__To do__
Exact transcription with no images: write out all of the entries below.

Stored items
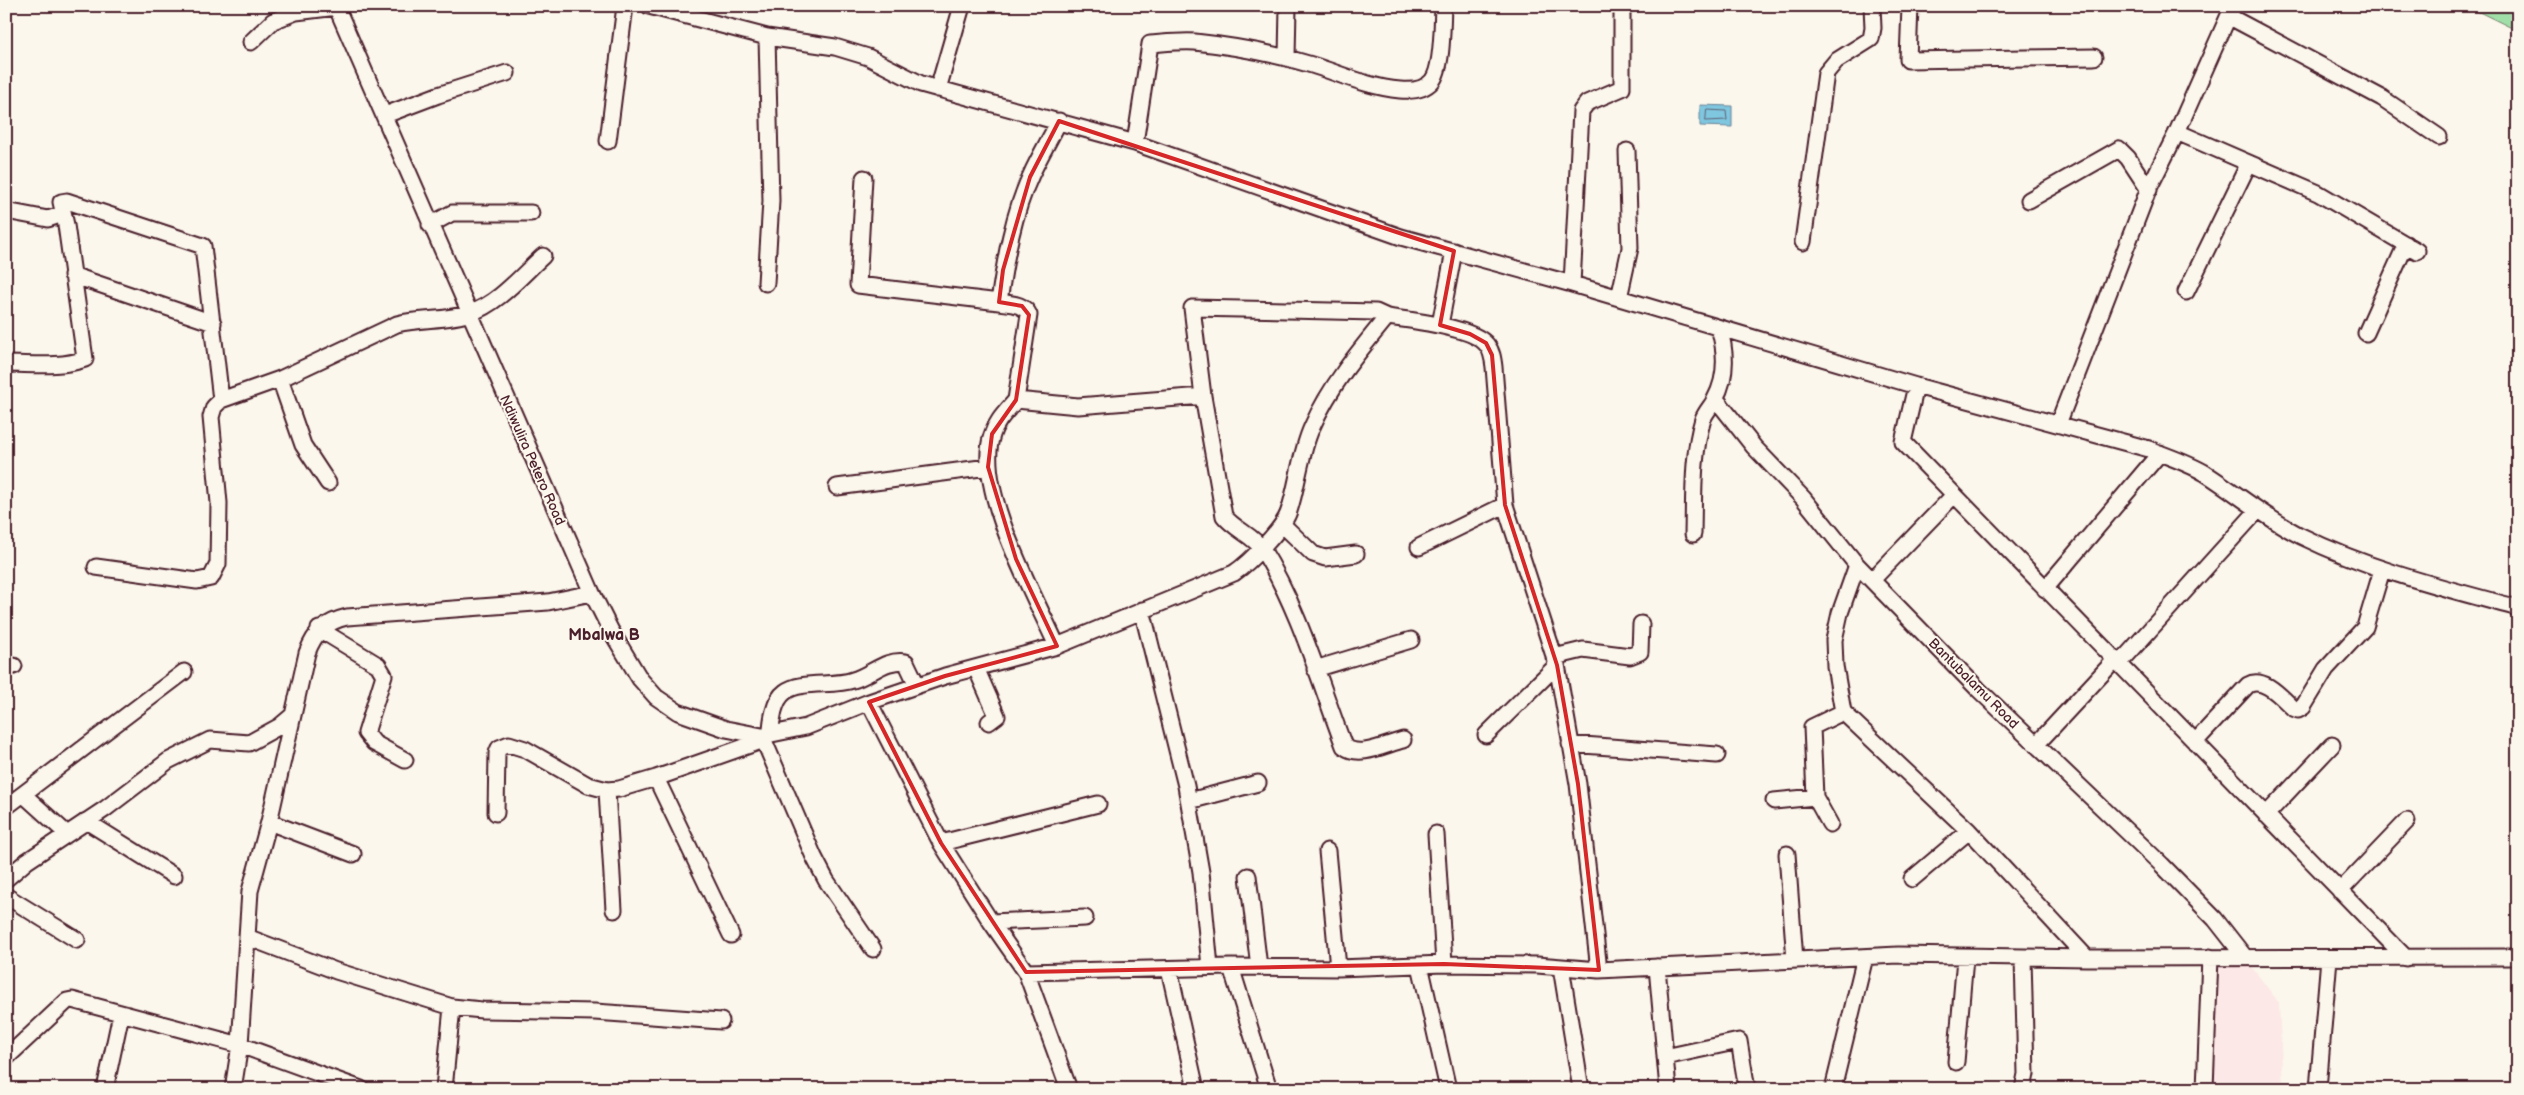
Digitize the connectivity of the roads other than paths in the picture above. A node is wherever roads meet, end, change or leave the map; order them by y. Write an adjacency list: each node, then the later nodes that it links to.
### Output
1 (625, 6): 21 (street)
2 (649, 6): 11 (street)
3 (962, 6): 16 (street)
4 (1288, 6): 14 (street)
5 (1443, 6): 14 (street)
6 (1622, 6): 37 (street)
7 (1872, 6): 32 (street)
8 (1910, 6): 13 (street)
9 (337, 7): 12 (street); 17 (street, Ndiwulira Petero Road)
10 (2231, 12): 19 (street); 20 (street)
11 (767, 37): 16 (street); 36 (street)
12 (251, 42)
13 (2094, 57)
14 (1287, 58): 22 (street)
15 (507, 72): 17 (street)
16 (938, 88): 18 (street)
17 (386, 115): 31 (street, Ndiwulira Petero Road)
18 (1059, 121): 22 (street); 40 (street)
19 (2177, 132): 24 (street); 26 (street)
20 (2439, 137)
21 (608, 141)
22 (1135, 143): 33 (street)
23 (1627, 152): 39 (street)
24 (2249, 163): 38 (street); 46 (street)
25 (864, 178): 40 (street)
26 (2148, 190): 27 (street); 54 (street)
27 (2029, 200)
28 (6, 211): 30 (street)
29 (531, 213): 31 (street)
30 (63, 214): 35 (street); 43 (street)
31 (430, 225): 41 (street, Ndiwulira Petero Road)
32 (1803, 242)
33 (1454, 251): 37 (street); 44 (street)
34 (543, 256): 41 (street)
35 (72, 275): 43 (street); 47 (street)
36 (766, 283)
37 (1572, 284): 39 (street)
38 (2186, 292)
39 (1619, 298): 45 (street)
40 (999, 302): 53 (street)
41 (469, 314): 48 (street); 72 (street, Ndiwulira Petero Road)
42 (1387, 317): 44 (street); 50 (street); 62 (street)
43 (213, 323): 52 (street)
44 (1440, 325): 60 (street)
45 (1719, 328): 49 (street); 51 (street)
46 (2366, 333)
47 (6, 364)
48 (280, 379): 52 (street); 57 (street)
49 (1916, 386): 54 (street); 59 (street)
50 (1203, 396): 53 (street); 64 (street)
51 (1716, 399): 63 (street); 67 (street, Bantubalamu Road)
52 (220, 400): 68 (street)
53 (1016, 400): 56 (street)
54 (2058, 424): 55 (street)
55 (2160, 453): 61 (street); 71 (street)
56 (988, 467): 58 (street); 78 (street)
57 (328, 483)
58 (837, 487)
59 (1954, 495): 70 (street); 71 (street)
60 (1505, 505): 65 (street); 79 (street)
61 (2258, 510): 69 (street); 80 (street)
62 (1282, 525): 64 (street, Ndiwulira Petero Road); 66 (street)
63 (1692, 534)
64 (1261, 547): 74 (street, Ndiwulira Petero Road); 82 (street)
65 (1419, 547)
66 (1356, 554)
67 (1857, 565): 70 (street, Bantubalamu Road); 86 (street)
68 (96, 566)
69 (2382, 570): 73 (street); 92 (street)
70 (1872, 580): 94 (street, Bantubalamu Road)
71 (2045, 588): 80 (street)
72 (592, 593): 76 (street); 90 (street, Ndiwulira Petero Road)
73 (2518, 608)
74 (1142, 610): 78 (street, Ndiwulira Petero Road); 103 (street)
75 (1641, 624): 79 (street)
76 (319, 629): 87 (street); 97 (street)
77 (1411, 640): 82 (street)
78 (1057, 646): 81 (street, Ndiwulira Petero Road)
79 (1556, 661): 89 (street); 93 (street)
80 (2117, 662): 92 (street); 94 (street)
81 (976, 668): 84 (street, Ndiwulira Petero Road); 88 (street)
82 (1315, 669): 91 (street)
83 (184, 672): 101 (street)
84 (917, 685): 85 (street, Ndiwulira Petero Road); 90 (street)
85 (869, 702): 90 (street, Ndiwulira Petero Road); 116 (street)
86 (1843, 712): 102 (street); 113 (street)
87 (293, 715): 109 (street); 111 (street)
88 (989, 722)
89 (1486, 735)
90 (766, 737): 98 (street); 132 (street)
91 (1403, 740)
92 (2195, 742): 108 (street)
93 (1570, 744): 96 (street); 152 (street)
94 (2036, 745): 134 (street, Bantubalamu Road)
95 (2332, 745): 108 (street)
96 (1717, 755)
97 (405, 760)
98 (656, 778): 100 (street); 129 (street)
99 (1258, 783): 103 (street)
100 (607, 790): 107 (street); 126 (street)
101 (24, 795): 106 (street); 114 (street)
102 (1815, 797): 104 (street); 112 (street)
103 (1189, 801): 145 (street)
104 (1774, 801)
105 (1098, 804): 116 (street)
106 (6, 807)
107 (496, 813)
108 (2266, 815): 124 (street)
109 (86, 821): 114 (street); 120 (street)
110 (2406, 821): 124 (street)
111 (269, 822): 118 (street); 130 (street)
112 (1830, 824)
113 (1969, 831): 123 (street); 139 (street)
114 (66, 834): 122 (street)
115 (1436, 834): 143 (street)
116 (941, 843): 128 (street)
117 (1327, 850): 150 (street)
118 (353, 854)
119 (1787, 854): 142 (street)
120 (174, 876)
121 (1248, 876): 147 (street)
122 (6, 879)
123 (1912, 879)
124 (2340, 891): 141 (street)
125 (6, 896): 131 (street)
126 (614, 910)
127 (1085, 918): 128 (street)
128 (991, 922): 153 (street)
129 (731, 935)
130 (247, 937): 154 (street); 157 (street)
131 (77, 940)
132 (873, 949)
133 (2210, 956): 134 (street); 139 (street); 174 (street)
134 (2244, 956): 140 (street)
135 (1865, 957): 137 (street); 142 (street); 172 (street)
136 (2518, 957): 141 (street)
137 (1965, 958): 138 (street); 160 (street)
138 (2023, 958): 139 (street); 173 (street)
139 (2087, 958)
140 (2330, 958): 141 (street); 175 (street)
141 (2406, 958)
142 (1795, 960): 149 (street)
143 (1444, 964): 144 (street); 148 (street)
144 (1420, 965): 150 (street); 168 (street)
145 (1210, 967): 146 (street); 151 (street)
146 (1231, 967): 147 (street); 167 (street)
147 (1259, 967): 150 (street)
148 (1561, 967): 152 (street); 169 (street)
149 (1657, 967): 152 (street); 158 (street)
150 (1338, 968)
151 (1169, 969): 153 (street); 166 (street)
152 (1599, 970)
153 (1026, 972): 165 (street)
154 (452, 1007): 156 (street); 164 (street)
155 (121, 1014): 157 (street); 159 (street); 161 (street)
156 (721, 1021)
157 (240, 1046): 162 (street); 163 (street)
158 (1665, 1057): 170 (street); 171 (street)
159 (6, 1058)
160 (1956, 1062)
161 (105, 1089)
162 (233, 1089)
163 (361, 1089)
164 (444, 1089)
165 (1070, 1089)
166 (1196, 1089)
167 (1269, 1089)
168 (1448, 1089)
169 (1581, 1089)
170 (1668, 1089)
171 (1746, 1089)
172 (1833, 1089)
173 (2023, 1089)
174 (2206, 1089)
175 (2318, 1089)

__Solution__
Digitize the connectivity of the roads other than paths in the picture above. A node is wherever roads meet, end, change or leave the map; order them by y. Write an adjacency list: each node, then the later nodes that it links to.
### Output
1 (625, 6): 21 (street)
2 (649, 6): 11 (street)
3 (962, 6): 16 (street)
4 (1288, 6): 14 (street)
5 (1443, 6): 14 (street)
6 (1622, 6): 37 (street)
7 (1872, 6): 32 (street)
8 (1910, 6): 13 (street)
9 (337, 7): 12 (street); 17 (street, Ndiwulira Petero Road)
10 (2231, 12): 19 (street); 20 (street)
11 (767, 37): 16 (street); 36 (street)
12 (251, 42)
13 (2094, 57)
14 (1287, 58): 22 (street)
15 (507, 72): 17 (street)
16 (938, 88): 18 (street)
17 (386, 115): 31 (street, Ndiwulira Petero Road)
18 (1059, 121): 22 (street); 40 (street)
19 (2177, 132): 24 (street); 26 (street)
20 (2439, 137)
21 (608, 141)
22 (1135, 143): 33 (street)
23 (1627, 152): 39 (street)
24 (2249, 163): 38 (street); 46 (street)
25 (864, 178): 40 (street)
26 (2148, 190): 27 (street); 54 (street)
27 (2029, 200)
28 (6, 211): 30 (street)
29 (531, 213): 31 (street)
30 (63, 214): 35 (street); 43 (street)
31 (430, 225): 41 (street, Ndiwulira Petero Road)
32 (1803, 242)
33 (1454, 251): 37 (street); 44 (street)
34 (543, 256): 41 (street)
35 (72, 275): 43 (street); 47 (street)
36 (766, 283)
37 (1572, 284): 39 (street)
38 (2186, 292)
39 (1619, 298): 45 (street)
40 (999, 302): 53 (street)
41 (469, 314): 48 (street); 72 (street, Ndiwulira Petero Road)
42 (1387, 317): 44 (street); 50 (street); 62 (street)
43 (213, 323): 52 (street)
44 (1440, 325): 60 (street)
45 (1719, 328): 49 (street); 51 (street)
46 (2366, 333)
47 (6, 364)
48 (280, 379): 52 (street); 57 (street)
49 (1916, 386): 54 (street); 59 (street)
50 (1203, 396): 53 (street); 64 (street)
51 (1716, 399): 63 (street); 67 (street, Bantubalamu Road)
52 (220, 400): 68 (street)
53 (1016, 400): 56 (street)
54 (2058, 424): 55 (street)
55 (2160, 453): 61 (street); 71 (street)
56 (988, 467): 58 (street); 78 (street)
57 (328, 483)
58 (837, 487)
59 (1954, 495): 70 (street); 71 (street)
60 (1505, 505): 65 (street); 79 (street)
61 (2258, 510): 69 (street); 80 (street)
62 (1282, 525): 64 (street, Ndiwulira Petero Road); 66 (street)
63 (1692, 534)
64 (1261, 547): 74 (street, Ndiwulira Petero Road); 82 (street)
65 (1419, 547)
66 (1356, 554)
67 (1857, 565): 70 (street, Bantubalamu Road); 86 (street)
68 (96, 566)
69 (2382, 570): 73 (street); 92 (street)
70 (1872, 580): 94 (street, Bantubalamu Road)
71 (2045, 588): 80 (street)
72 (592, 593): 76 (street); 90 (street, Ndiwulira Petero Road)
73 (2518, 608)
74 (1142, 610): 78 (street, Ndiwulira Petero Road); 103 (street)
75 (1641, 624): 79 (street)
76 (319, 629): 87 (street); 97 (street)
77 (1411, 640): 82 (street)
78 (1057, 646): 81 (street, Ndiwulira Petero Road)
79 (1556, 661): 89 (street); 93 (street)
80 (2117, 662): 92 (street); 94 (street)
81 (976, 668): 84 (street, Ndiwulira Petero Road); 88 (street)
82 (1315, 669): 91 (street)
83 (184, 672): 101 (street)
84 (917, 685): 85 (street, Ndiwulira Petero Road); 90 (street)
85 (869, 702): 90 (street, Ndiwulira Petero Road); 116 (street)
86 (1843, 712): 102 (street); 113 (street)
87 (293, 715): 109 (street); 111 (street)
88 (989, 722)
89 (1486, 735)
90 (766, 737): 98 (street); 132 (street)
91 (1403, 740)
92 (2195, 742): 108 (street)
93 (1570, 744): 96 (street); 152 (street)
94 (2036, 745): 134 (street, Bantubalamu Road)
95 (2332, 745): 108 (street)
96 (1717, 755)
97 (405, 760)
98 (656, 778): 100 (street); 129 (street)
99 (1258, 783): 103 (street)
100 (607, 790): 107 (street); 126 (street)
101 (24, 795): 106 (street); 114 (street)
102 (1815, 797): 104 (street); 112 (street)
103 (1189, 801): 145 (street)
104 (1774, 801)
105 (1098, 804): 116 (street)
106 (6, 807)
107 (496, 813)
108 (2266, 815): 124 (street)
109 (86, 821): 114 (street); 120 (street)
110 (2406, 821): 124 (street)
111 (269, 822): 118 (street); 130 (street)
112 (1830, 824)
113 (1969, 831): 123 (street); 139 (street)
114 (66, 834): 122 (street)
115 (1436, 834): 143 (street)
116 (941, 843): 128 (street)
117 (1327, 850): 150 (street)
118 (353, 854)
119 (1787, 854): 142 (street)
120 (174, 876)
121 (1248, 876): 147 (street)
122 (6, 879)
123 (1912, 879)
124 (2340, 891): 141 (street)
125 (6, 896): 131 (street)
126 (614, 910)
127 (1085, 918): 128 (street)
128 (991, 922): 153 (street)
129 (731, 935)
130 (247, 937): 154 (street); 157 (street)
131 (77, 940)
132 (873, 949)
133 (2210, 956): 134 (street); 139 (street); 174 (street)
134 (2244, 956): 140 (street)
135 (1865, 957): 137 (street); 142 (street); 172 (street)
136 (2518, 957): 141 (street)
137 (1965, 958): 138 (street); 160 (street)
138 (2023, 958): 139 (street); 173 (street)
139 (2087, 958)
140 (2330, 958): 141 (street); 175 (street)
141 (2406, 958)
142 (1795, 960): 149 (street)
143 (1444, 964): 144 (street); 148 (street)
144 (1420, 965): 150 (street); 168 (street)
145 (1210, 967): 146 (street); 151 (street)
146 (1231, 967): 147 (street); 167 (street)
147 (1259, 967): 150 (street)
148 (1561, 967): 152 (street); 169 (street)
149 (1657, 967): 152 (street); 158 (street)
150 (1338, 968)
151 (1169, 969): 153 (street); 166 (street)
152 (1599, 970)
153 (1026, 972): 165 (street)
154 (452, 1007): 156 (street); 164 (street)
155 (121, 1014): 157 (street); 159 (street); 161 (street)
156 (721, 1021)
157 (240, 1046): 162 (street); 163 (street)
158 (1665, 1057): 170 (street); 171 (street)
159 (6, 1058)
160 (1956, 1062)
161 (105, 1089)
162 (233, 1089)
163 (361, 1089)
164 (444, 1089)
165 (1070, 1089)
166 (1196, 1089)
167 (1269, 1089)
168 (1448, 1089)
169 (1581, 1089)
170 (1668, 1089)
171 (1746, 1089)
172 (1833, 1089)
173 (2023, 1089)
174 (2206, 1089)
175 (2318, 1089)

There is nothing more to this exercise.